MATERIAL PROVIDED:
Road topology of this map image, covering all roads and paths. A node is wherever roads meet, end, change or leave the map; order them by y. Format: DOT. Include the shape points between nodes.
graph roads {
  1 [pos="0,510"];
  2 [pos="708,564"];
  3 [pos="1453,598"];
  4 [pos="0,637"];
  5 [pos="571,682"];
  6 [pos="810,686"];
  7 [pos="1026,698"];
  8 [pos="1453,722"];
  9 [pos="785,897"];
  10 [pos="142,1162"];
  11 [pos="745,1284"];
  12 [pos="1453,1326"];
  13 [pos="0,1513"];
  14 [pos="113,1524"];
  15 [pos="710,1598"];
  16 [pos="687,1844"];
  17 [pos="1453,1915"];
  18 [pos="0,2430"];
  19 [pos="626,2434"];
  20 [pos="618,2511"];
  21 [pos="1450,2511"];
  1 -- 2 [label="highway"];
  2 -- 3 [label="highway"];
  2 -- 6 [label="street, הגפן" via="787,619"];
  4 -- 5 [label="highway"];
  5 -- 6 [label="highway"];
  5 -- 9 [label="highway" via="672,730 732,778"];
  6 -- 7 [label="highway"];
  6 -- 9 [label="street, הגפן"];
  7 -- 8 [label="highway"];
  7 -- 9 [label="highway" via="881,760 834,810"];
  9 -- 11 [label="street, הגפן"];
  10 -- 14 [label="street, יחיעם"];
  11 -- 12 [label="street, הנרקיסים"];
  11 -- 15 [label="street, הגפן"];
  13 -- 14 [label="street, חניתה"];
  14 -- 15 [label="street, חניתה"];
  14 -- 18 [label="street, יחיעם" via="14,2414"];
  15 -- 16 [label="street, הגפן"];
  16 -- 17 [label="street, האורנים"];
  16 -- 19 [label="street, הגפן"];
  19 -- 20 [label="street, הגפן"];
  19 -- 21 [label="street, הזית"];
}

TASK TO COMPLETE:
Transcribe each record shown above, exactly.

RESPONSE FOR THIS EXERCISE:
Road topology of this map image, covering all roads and paths. A node is wherever roads meet, end, change or leave the map; order them by y. Format: DOT. Include the shape points between nodes.
graph roads {
  1 [pos="0,510"];
  2 [pos="708,564"];
  3 [pos="1453,598"];
  4 [pos="0,637"];
  5 [pos="571,682"];
  6 [pos="810,686"];
  7 [pos="1026,698"];
  8 [pos="1453,722"];
  9 [pos="785,897"];
  10 [pos="142,1162"];
  11 [pos="745,1284"];
  12 [pos="1453,1326"];
  13 [pos="0,1513"];
  14 [pos="113,1524"];
  15 [pos="710,1598"];
  16 [pos="687,1844"];
  17 [pos="1453,1915"];
  18 [pos="0,2430"];
  19 [pos="626,2434"];
  20 [pos="618,2511"];
  21 [pos="1450,2511"];
  1 -- 2 [label="highway"];
  2 -- 3 [label="highway"];
  2 -- 6 [label="street, הגפן" via="787,619"];
  4 -- 5 [label="highway"];
  5 -- 6 [label="highway"];
  5 -- 9 [label="highway" via="672,730 732,778"];
  6 -- 7 [label="highway"];
  6 -- 9 [label="street, הגפן"];
  7 -- 8 [label="highway"];
  7 -- 9 [label="highway" via="881,760 834,810"];
  9 -- 11 [label="street, הגפן"];
  10 -- 14 [label="street, יחיעם"];
  11 -- 12 [label="street, הנרקיסים"];
  11 -- 15 [label="street, הגפן"];
  13 -- 14 [label="street, חניתה"];
  14 -- 15 [label="street, חניתה"];
  14 -- 18 [label="street, יחיעם" via="14,2414"];
  15 -- 16 [label="street, הגפן"];
  16 -- 17 [label="street, האורנים"];
  16 -- 19 [label="street, הגפן"];
  19 -- 20 [label="street, הגפן"];
  19 -- 21 [label="street, הזית"];
}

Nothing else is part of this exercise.